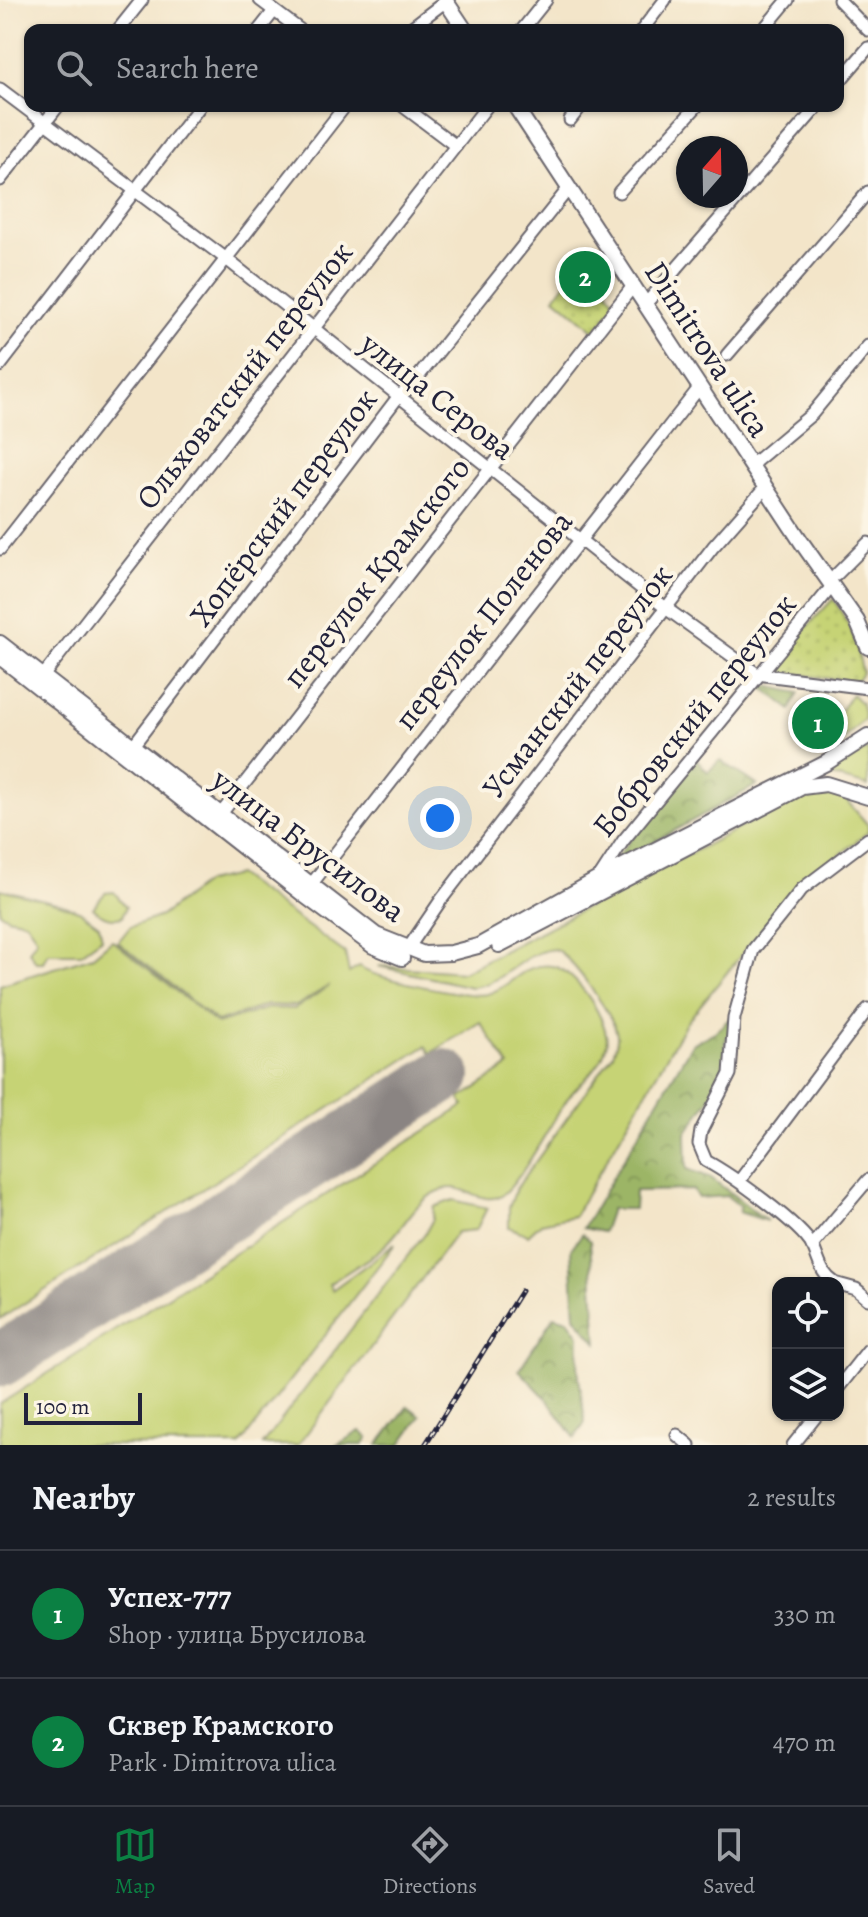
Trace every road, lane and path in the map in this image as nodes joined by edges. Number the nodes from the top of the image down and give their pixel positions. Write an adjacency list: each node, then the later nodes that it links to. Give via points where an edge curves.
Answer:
1 (142, 0): 9 (street)
2 (260, 0): 8 (street)
3 (449, 0): 12 (street); 13 (main road); 14 (main road)
4 (546, 0): 15 (street)
5 (665, 0): 16 (street)
6 (788, 0): 17 (street)
7 (839, 0): 18 (street)
8 (274, 11): 10 (street); 11 (street)
9 (123, 24)
10 (264, 24)
11 (292, 24)
12 (416, 24)
13 (462, 24)
14 (470, 24)
15 (527, 24)
16 (647, 24)
17 (768, 24)
18 (868, 30)
19 (868, 48): 20 (street)
20 (844, 76)
21 (0, 89): 22 (street, улица Серова)
22 (24, 108)
23 (30, 112): 35 (street, улица Серова)
24 (53, 112): 35 (street)
25 (195, 112): 39 (street)
26 (340, 112): 42 (street)
27 (411, 112): 36 (street)
28 (482, 112): 36 (street, Ольховатский переулок)
29 (519, 112): 38 (main road, Dimitrova ulica)
30 (530, 112): 44 (main road)
31 (576, 112): 34 (street)
32 (692, 112): 40 (street)
33 (813, 112): 44 (street)
34 (570, 120)
35 (44, 123): 37 (street); 39 (street, улица Серова)
36 (456, 146): 45 (street, Ольховатский переулок)
37 (0, 180)
38 (569, 188): 43 (main road, Dimitrova ulica); 50 (street, Хопёрский переулок)
39 (134, 192): 42 (street, улица Серова); 48 (street)
40 (619, 192)
41 (868, 192): 47 (street)
42 (225, 258): 45 (street, улица Серова); 56 (street)
43 (633, 286): 49 (main road, Dimitrova ulica); 52 (street, переулок Крамского)
44 (650, 299): 51 (main road)
45 (312, 330): 50 (street, улица Серова); 64 (street, Ольховатский переулок)
46 (868, 346): 51 (street, via 812,414)
47 (727, 355)
48 (0, 366)
49 (699, 388): 53 (main road, Dimitrova ulica); 54 (street, переулок Поленова)
50 (398, 397): 52 (street, улица Серова); 67 (street, Хопёрский переулок)
51 (756, 461): 57 (main road)
52 (488, 469): 54 (street, улица Серова); 69 (street, переулок Крамского)
53 (765, 488): 57 (main road, Dimitrova ulica); 58 (street, Усманский переулок)
54 (580, 538): 58 (street, улица Серова); 72 (street, переулок Поленова)
55 (868, 543): 57 (street, Бобровский переулок)
56 (0, 549)
57 (835, 580): 59 (main road); 61 (main road); 63 (street, Бобровский переулок)
58 (667, 609): 63 (street, улица Серова); 73 (street, Усманский переулок)
59 (868, 619)
60 (0, 643): 64 (main road, улица Брусилова)
61 (868, 647)
62 (0, 657): 68 (main road, улица Брусилова, via 373,946 428,963 466,960 485,952 802,787 826,784)
63 (757, 674): 65 (street, улица Серова); 71 (street, Бобровский переулок)
64 (43, 676): 67 (main road, улица Брусилова)
65 (868, 688)
66 (868, 736): 71 (main road, улица Брусилова, via 826,763)
67 (132, 747): 69 (main road, улица Брусилова)
68 (868, 797)
69 (220, 815): 72 (main road, улица Брусилова)
70 (868, 839): 75 (street, via 802,889 753,950 734,1018 730,1074 699,1144 706,1161)
71 (598, 879): 73 (main road, улица Брусилова, via 478,946 451,953)
72 (310, 886): 73 (main road, улица Брусилова, via 376,935)
73 (407, 950)
74 (868, 1009): 75 (street)
75 (740, 1180): 77 (street)
76 (868, 1180): 77 (street)
77 (812, 1246): 78 (street)
78 (830, 1277)
79 (844, 1285): 80 (street)
80 (868, 1299)
81 (868, 1350): 82 (street)
82 (844, 1380)
83 (812, 1421): 86 (street)
84 (677, 1435): 85 (street)
85 (689, 1445)
86 (793, 1445)

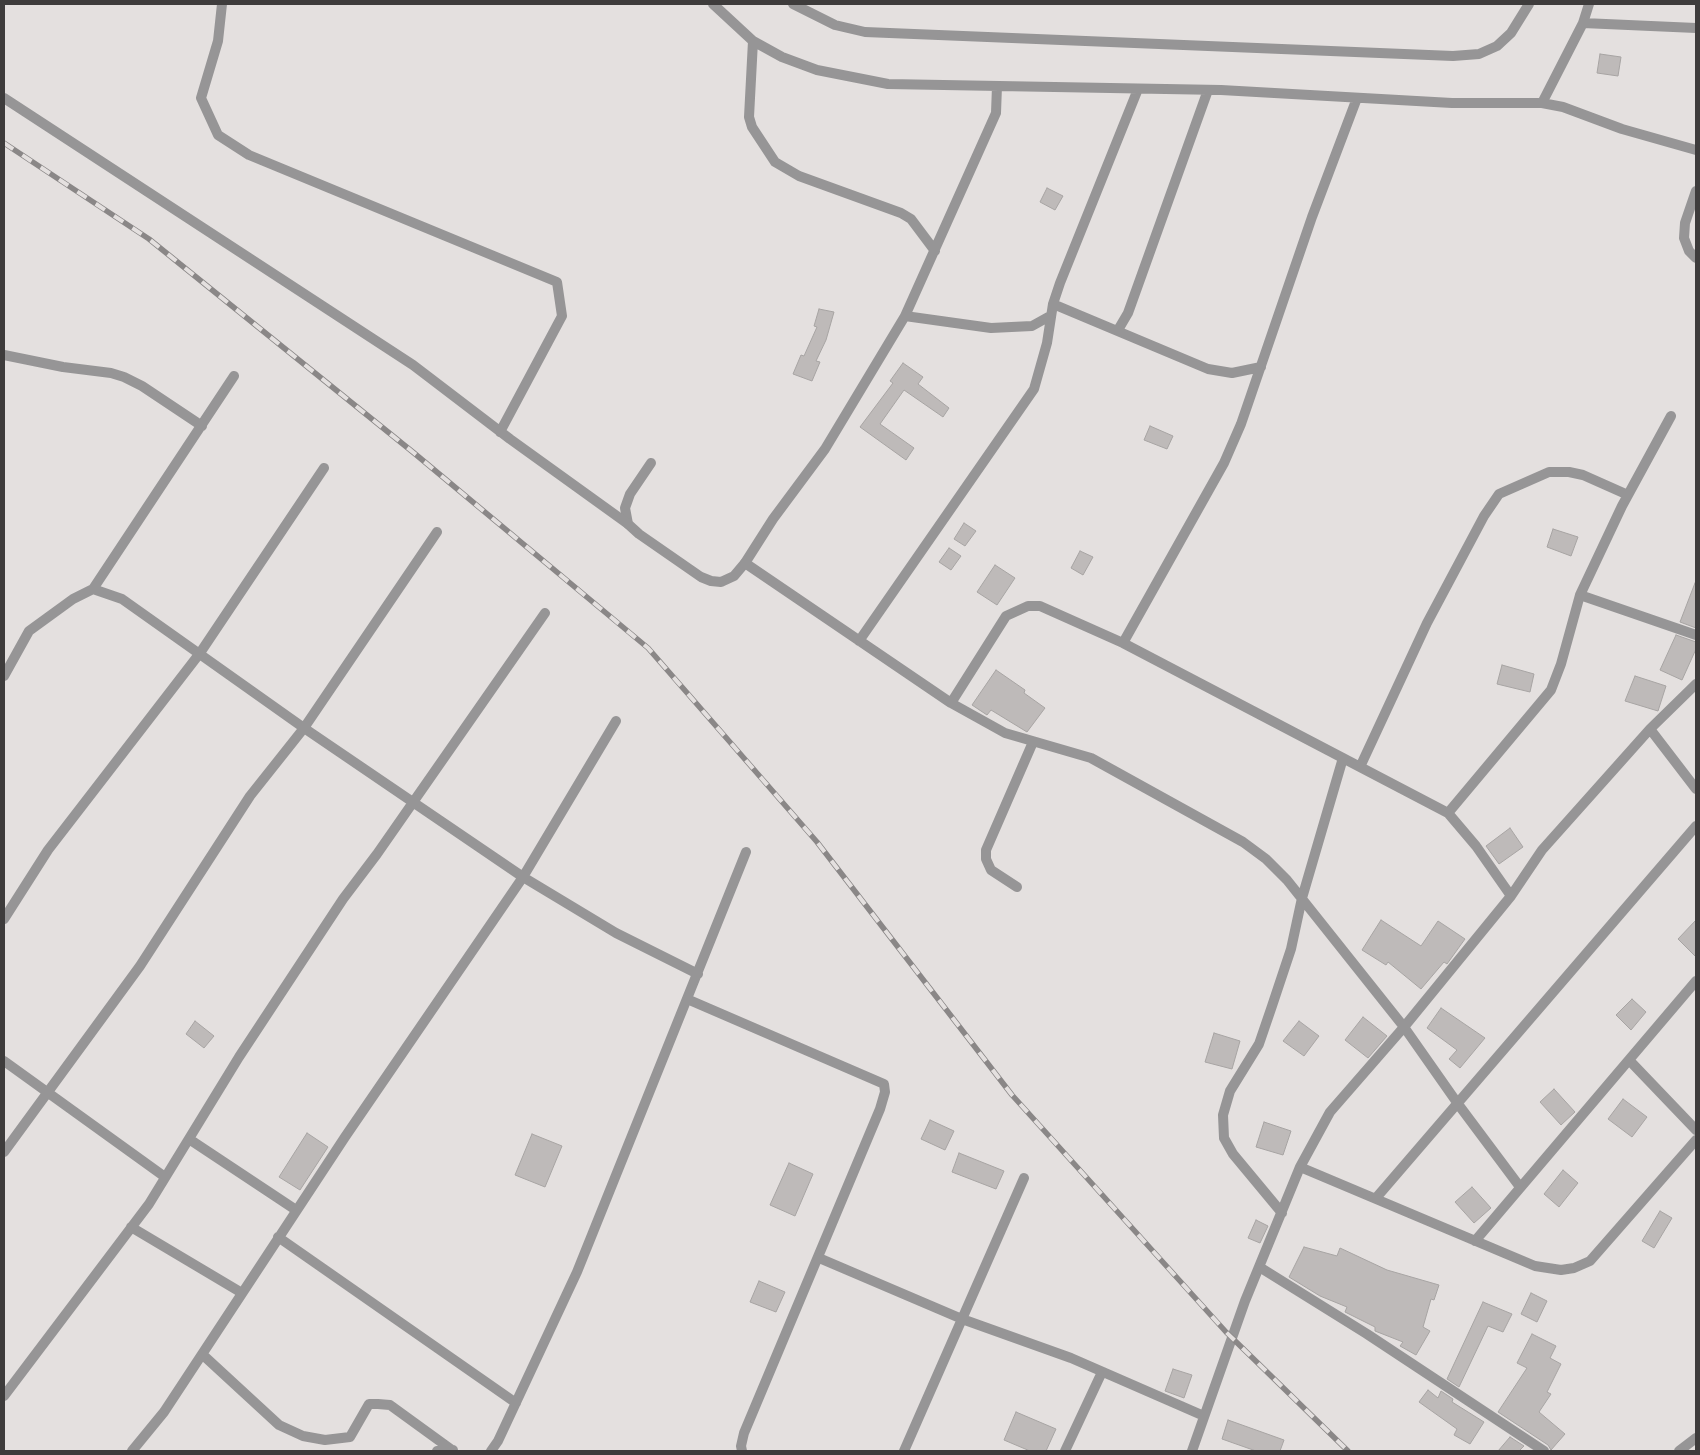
- - -
AIM OF THE EXERCISE —
Copy all of the data above exactly. Leave out every picture.

RESULT OF THE EXERCISE —
Trace every road, lane and path in the map in this image as nodes joined by edges. Number the nodes from the top of the image down and give their pixel positions. Write an adjacency list: each node, then the later nodes that it links to. Give via points where an edge curves.
Answer:
1 (142, 0): 9 (street)
2 (260, 0): 8 (street)
3 (449, 0): 12 (street); 13 (main road); 14 (main road)
4 (546, 0): 15 (street)
5 (665, 0): 16 (street)
6 (788, 0): 17 (street)
7 (839, 0): 18 (street)
8 (274, 11): 10 (street); 11 (street)
9 (123, 24)
10 (264, 24)
11 (292, 24)
12 (416, 24)
13 (462, 24)
14 (470, 24)
15 (527, 24)
16 (647, 24)
17 (768, 24)
18 (868, 30)
19 (868, 48): 20 (street)
20 (844, 76)
21 (0, 89): 22 (street, улица Серова)
22 (24, 108)
23 (30, 112): 35 (street, улица Серова)
24 (53, 112): 35 (street)
25 (195, 112): 39 (street)
26 (340, 112): 42 (street)
27 (411, 112): 36 (street)
28 (482, 112): 36 (street, Ольховатский переулок)
29 (519, 112): 38 (main road, Dimitrova ulica)
30 (530, 112): 44 (main road)
31 (576, 112): 34 (street)
32 (692, 112): 40 (street)
33 (813, 112): 44 (street)
34 (570, 120)
35 (44, 123): 37 (street); 39 (street, улица Серова)
36 (456, 146): 45 (street, Ольховатский переулок)
37 (0, 180)
38 (569, 188): 43 (main road, Dimitrova ulica); 50 (street, Хопёрский переулок)
39 (134, 192): 42 (street, улица Серова); 48 (street)
40 (619, 192)
41 (868, 192): 47 (street)
42 (225, 258): 45 (street, улица Серова); 56 (street)
43 (633, 286): 49 (main road, Dimitrova ulica); 52 (street, переулок Крамского)
44 (650, 299): 51 (main road)
45 (312, 330): 50 (street, улица Серова); 64 (street, Ольховатский переулок)
46 (868, 346): 51 (street, via 812,414)
47 (727, 355)
48 (0, 366)
49 (699, 388): 53 (main road, Dimitrova ulica); 54 (street, переулок Поленова)
50 (398, 397): 52 (street, улица Серова); 67 (street, Хопёрский переулок)
51 (756, 461): 57 (main road)
52 (488, 469): 54 (street, улица Серова); 69 (street, переулок Крамского)
53 (765, 488): 57 (main road, Dimitrova ulica); 58 (street, Усманский переулок)
54 (580, 538): 58 (street, улица Серова); 72 (street, переулок Поленова)
55 (868, 543): 57 (street, Бобровский переулок)
56 (0, 549)
57 (835, 580): 59 (main road); 61 (main road); 63 (street, Бобровский переулок)
58 (667, 609): 63 (street, улица Серова); 73 (street, Усманский переулок)
59 (868, 619)
60 (0, 643): 64 (main road, улица Брусилова)
61 (868, 647)
62 (0, 657): 68 (main road, улица Брусилова, via 373,946 428,963 466,960 485,952 802,787 826,784)
63 (757, 674): 65 (street, улица Серова); 71 (street, Бобровский переулок)
64 (43, 676): 67 (main road, улица Брусилова)
65 (868, 688)
66 (868, 736): 71 (main road, улица Брусилова, via 826,763)
67 (132, 747): 69 (main road, улица Брусилова)
68 (868, 797)
69 (220, 815): 72 (main road, улица Брусилова)
70 (868, 839): 75 (street, via 802,889 753,950 734,1018 730,1074 699,1144 706,1161)
71 (598, 879): 73 (main road, улица Брусилова, via 478,946 451,953)
72 (310, 886): 73 (main road, улица Брусилова, via 376,935)
73 (407, 950)
74 (868, 1009): 75 (street)
75 (740, 1180): 77 (street)
76 (868, 1180): 77 (street)
77 (812, 1246): 78 (street)
78 (830, 1277)
79 (844, 1285): 80 (street)
80 (868, 1299)
81 (868, 1350): 82 (street)
82 (844, 1380)
83 (812, 1421): 86 (street)
84 (677, 1435): 85 (street)
85 (689, 1445)
86 (793, 1445)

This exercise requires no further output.